Copy each line in the data below that contains the word "dead".

Stored data:
--- START ---

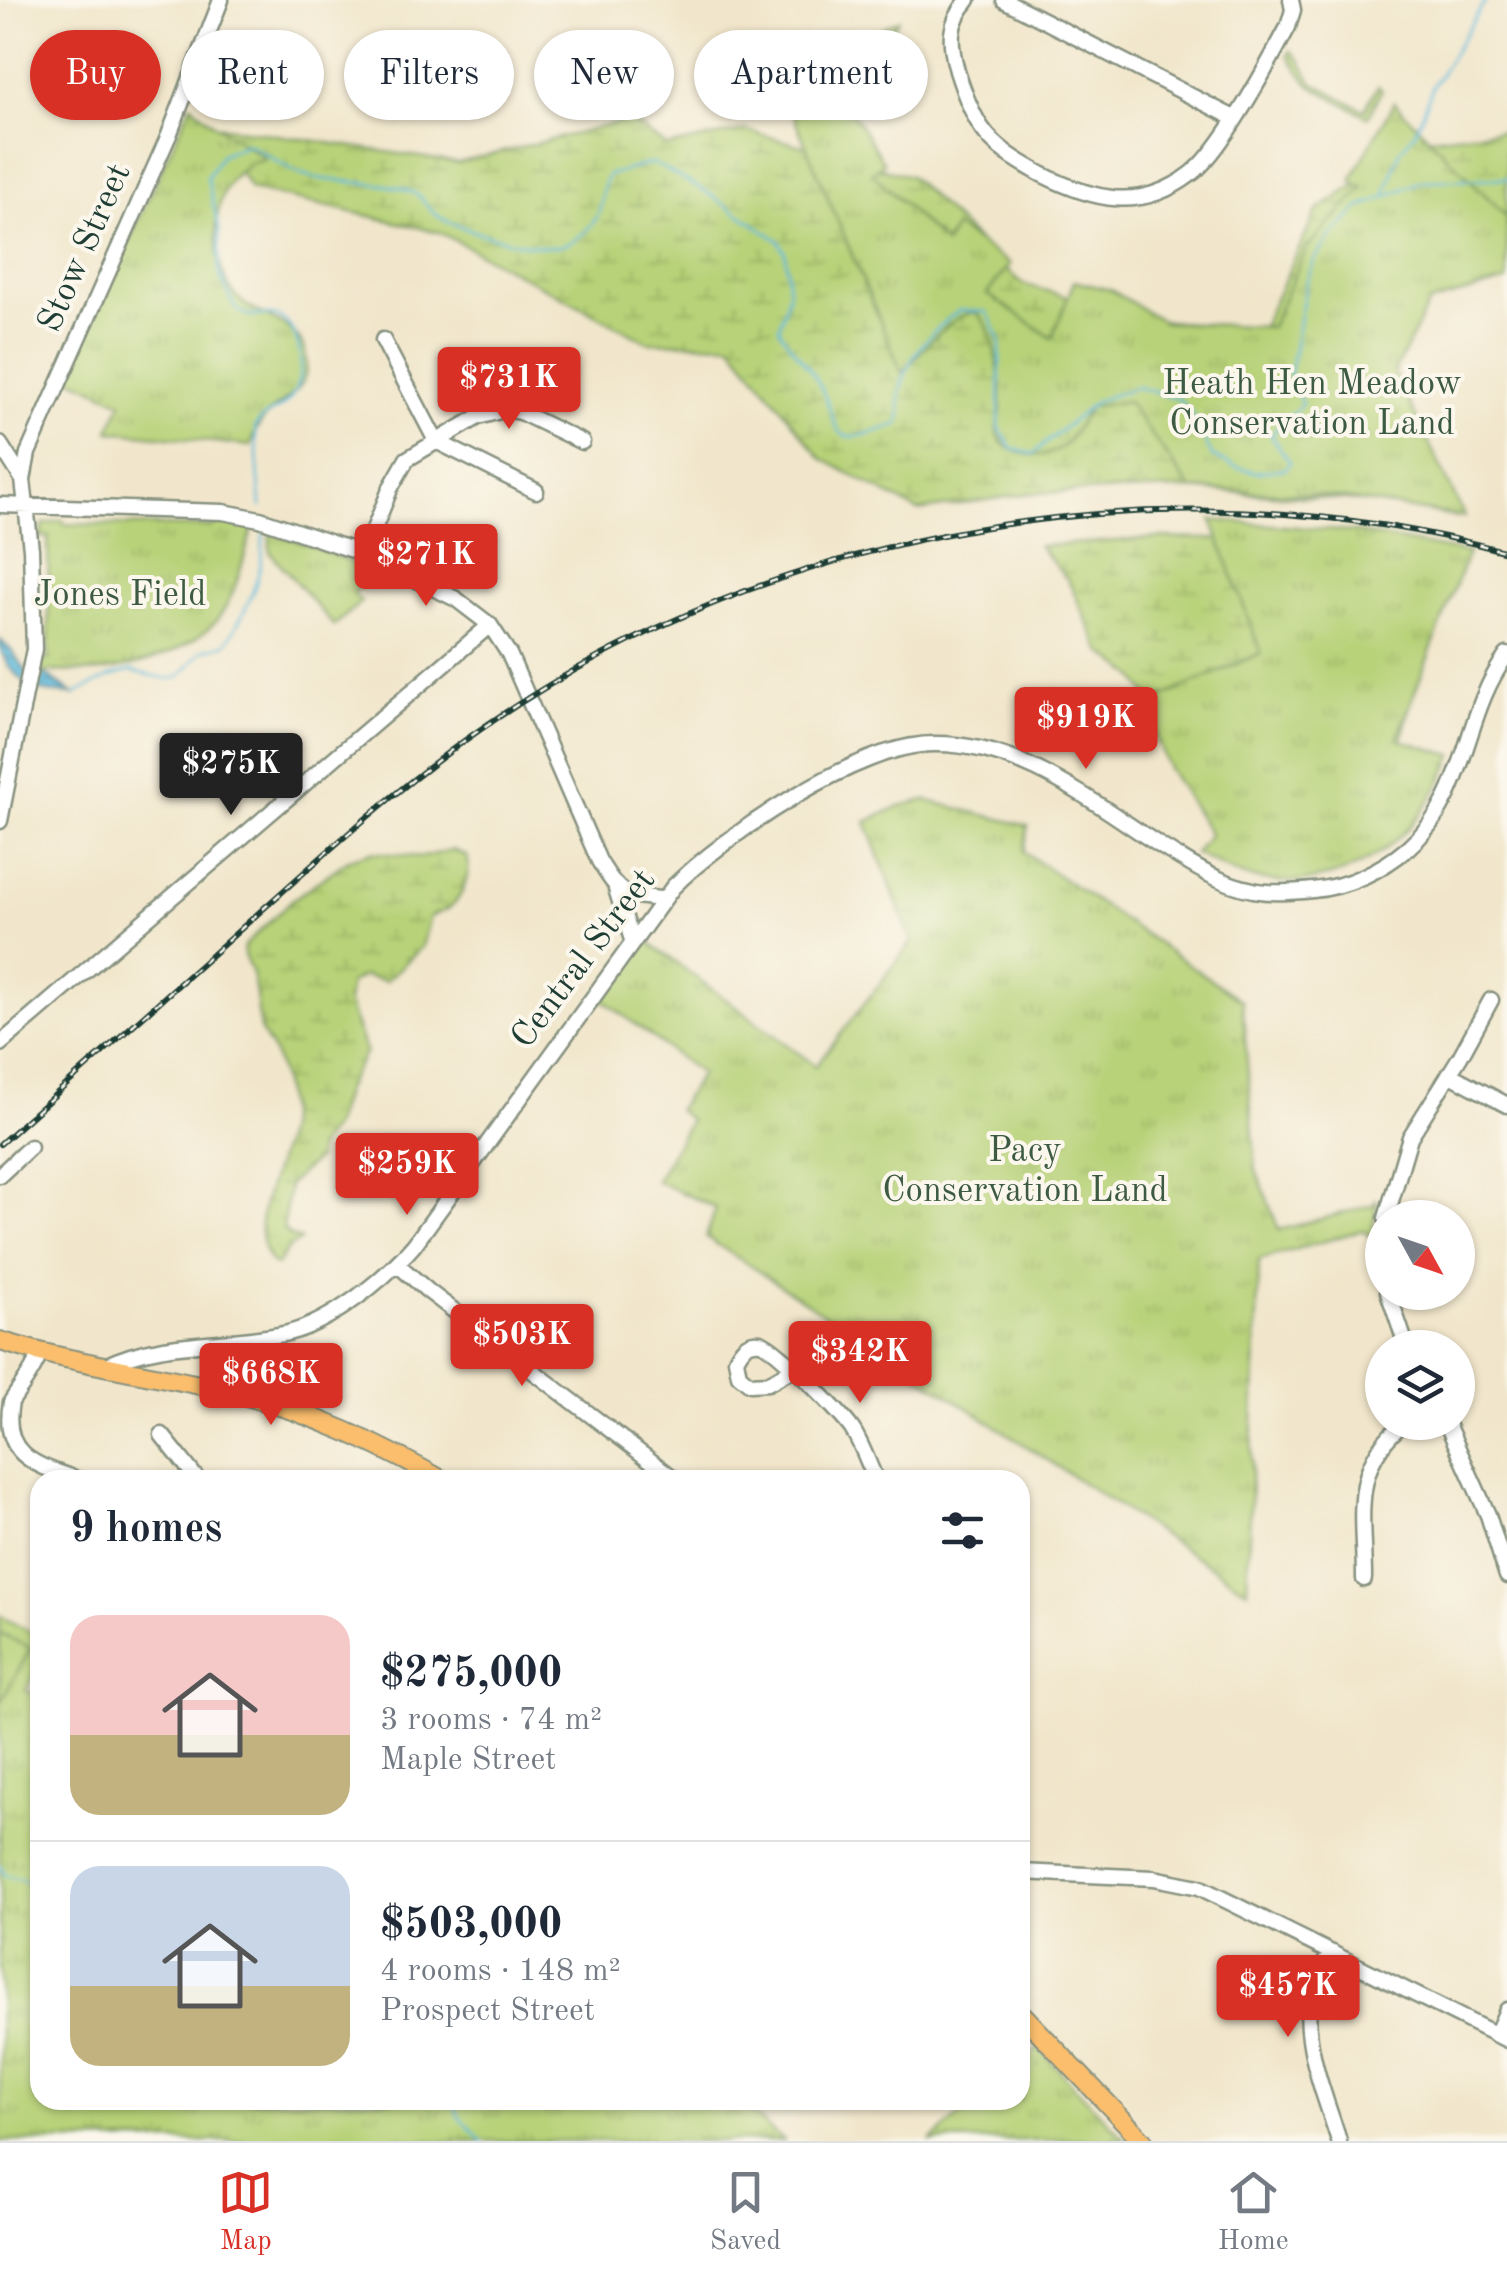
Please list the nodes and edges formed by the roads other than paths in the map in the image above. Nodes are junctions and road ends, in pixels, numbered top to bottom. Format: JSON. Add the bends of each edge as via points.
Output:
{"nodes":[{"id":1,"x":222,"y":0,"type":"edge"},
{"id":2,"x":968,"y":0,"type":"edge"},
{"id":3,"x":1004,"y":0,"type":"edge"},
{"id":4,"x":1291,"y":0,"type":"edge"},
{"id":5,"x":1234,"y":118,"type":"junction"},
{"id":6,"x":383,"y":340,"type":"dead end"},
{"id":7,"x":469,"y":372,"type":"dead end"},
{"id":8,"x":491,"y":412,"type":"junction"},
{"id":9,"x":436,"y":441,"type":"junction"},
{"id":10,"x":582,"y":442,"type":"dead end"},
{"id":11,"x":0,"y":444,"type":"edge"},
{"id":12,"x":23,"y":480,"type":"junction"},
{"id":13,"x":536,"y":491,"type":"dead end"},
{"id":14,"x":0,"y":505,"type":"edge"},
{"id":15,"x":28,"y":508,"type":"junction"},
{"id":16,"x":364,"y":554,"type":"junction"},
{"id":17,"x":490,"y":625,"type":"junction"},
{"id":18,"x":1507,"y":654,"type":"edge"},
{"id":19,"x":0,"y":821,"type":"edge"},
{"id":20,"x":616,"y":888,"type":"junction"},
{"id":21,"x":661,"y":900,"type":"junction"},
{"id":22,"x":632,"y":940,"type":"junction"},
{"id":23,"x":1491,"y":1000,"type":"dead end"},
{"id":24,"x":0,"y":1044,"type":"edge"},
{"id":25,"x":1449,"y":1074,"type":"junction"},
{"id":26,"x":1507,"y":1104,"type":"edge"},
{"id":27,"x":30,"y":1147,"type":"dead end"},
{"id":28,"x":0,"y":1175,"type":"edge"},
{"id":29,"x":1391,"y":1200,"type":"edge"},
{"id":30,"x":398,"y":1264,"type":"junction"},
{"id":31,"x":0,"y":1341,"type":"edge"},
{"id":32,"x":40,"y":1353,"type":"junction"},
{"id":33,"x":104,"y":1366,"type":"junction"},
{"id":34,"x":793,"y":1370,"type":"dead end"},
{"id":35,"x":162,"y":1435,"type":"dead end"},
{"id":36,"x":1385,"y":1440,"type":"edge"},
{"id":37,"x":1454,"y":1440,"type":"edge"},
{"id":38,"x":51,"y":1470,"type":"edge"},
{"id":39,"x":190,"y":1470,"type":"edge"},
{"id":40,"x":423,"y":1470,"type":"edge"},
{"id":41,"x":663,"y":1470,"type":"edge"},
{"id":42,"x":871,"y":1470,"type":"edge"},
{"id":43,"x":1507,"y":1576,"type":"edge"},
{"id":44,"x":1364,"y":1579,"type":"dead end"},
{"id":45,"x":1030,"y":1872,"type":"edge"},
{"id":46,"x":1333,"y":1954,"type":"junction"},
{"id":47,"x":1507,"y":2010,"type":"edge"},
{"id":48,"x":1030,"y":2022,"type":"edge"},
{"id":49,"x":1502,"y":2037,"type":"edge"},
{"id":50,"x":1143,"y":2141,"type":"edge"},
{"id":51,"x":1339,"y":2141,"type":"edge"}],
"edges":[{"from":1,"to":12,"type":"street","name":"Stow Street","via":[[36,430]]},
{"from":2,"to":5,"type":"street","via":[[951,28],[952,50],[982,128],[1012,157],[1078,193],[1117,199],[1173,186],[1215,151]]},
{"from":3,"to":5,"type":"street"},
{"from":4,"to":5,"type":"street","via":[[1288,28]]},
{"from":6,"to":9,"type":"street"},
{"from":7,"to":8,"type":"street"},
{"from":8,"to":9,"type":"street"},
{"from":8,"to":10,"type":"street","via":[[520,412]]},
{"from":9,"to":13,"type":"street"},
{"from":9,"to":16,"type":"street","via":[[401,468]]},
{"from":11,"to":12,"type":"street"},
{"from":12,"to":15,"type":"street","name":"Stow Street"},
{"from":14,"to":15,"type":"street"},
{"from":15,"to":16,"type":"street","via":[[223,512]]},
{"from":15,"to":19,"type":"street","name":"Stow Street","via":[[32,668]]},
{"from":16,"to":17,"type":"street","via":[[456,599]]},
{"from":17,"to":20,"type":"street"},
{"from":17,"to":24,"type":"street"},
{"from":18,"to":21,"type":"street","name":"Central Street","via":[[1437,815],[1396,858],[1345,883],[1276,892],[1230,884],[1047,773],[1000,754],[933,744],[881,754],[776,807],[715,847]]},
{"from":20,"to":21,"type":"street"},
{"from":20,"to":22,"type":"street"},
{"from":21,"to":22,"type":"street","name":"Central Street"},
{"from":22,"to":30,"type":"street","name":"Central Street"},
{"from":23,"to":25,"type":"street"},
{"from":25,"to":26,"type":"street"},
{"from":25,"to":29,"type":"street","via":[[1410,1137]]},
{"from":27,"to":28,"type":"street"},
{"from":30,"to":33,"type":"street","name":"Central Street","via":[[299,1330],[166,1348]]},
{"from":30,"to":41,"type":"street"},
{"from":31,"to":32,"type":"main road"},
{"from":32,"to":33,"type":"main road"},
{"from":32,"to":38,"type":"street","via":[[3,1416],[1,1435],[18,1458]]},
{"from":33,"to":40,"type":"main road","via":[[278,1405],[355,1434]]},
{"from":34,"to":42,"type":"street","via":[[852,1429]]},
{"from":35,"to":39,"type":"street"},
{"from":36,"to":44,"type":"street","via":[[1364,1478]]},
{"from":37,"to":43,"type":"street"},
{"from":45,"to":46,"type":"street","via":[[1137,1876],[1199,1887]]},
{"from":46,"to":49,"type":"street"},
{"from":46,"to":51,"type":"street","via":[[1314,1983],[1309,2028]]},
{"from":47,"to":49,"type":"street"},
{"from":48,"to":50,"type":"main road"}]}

--- END ---

Answer below:
{"id":6,"x":383,"y":340,"type":"dead end"},
{"id":7,"x":469,"y":372,"type":"dead end"},
{"id":10,"x":582,"y":442,"type":"dead end"},
{"id":13,"x":536,"y":491,"type":"dead end"},
{"id":23,"x":1491,"y":1000,"type":"dead end"},
{"id":27,"x":30,"y":1147,"type":"dead end"},
{"id":34,"x":793,"y":1370,"type":"dead end"},
{"id":35,"x":162,"y":1435,"type":"dead end"},
{"id":44,"x":1364,"y":1579,"type":"dead end"},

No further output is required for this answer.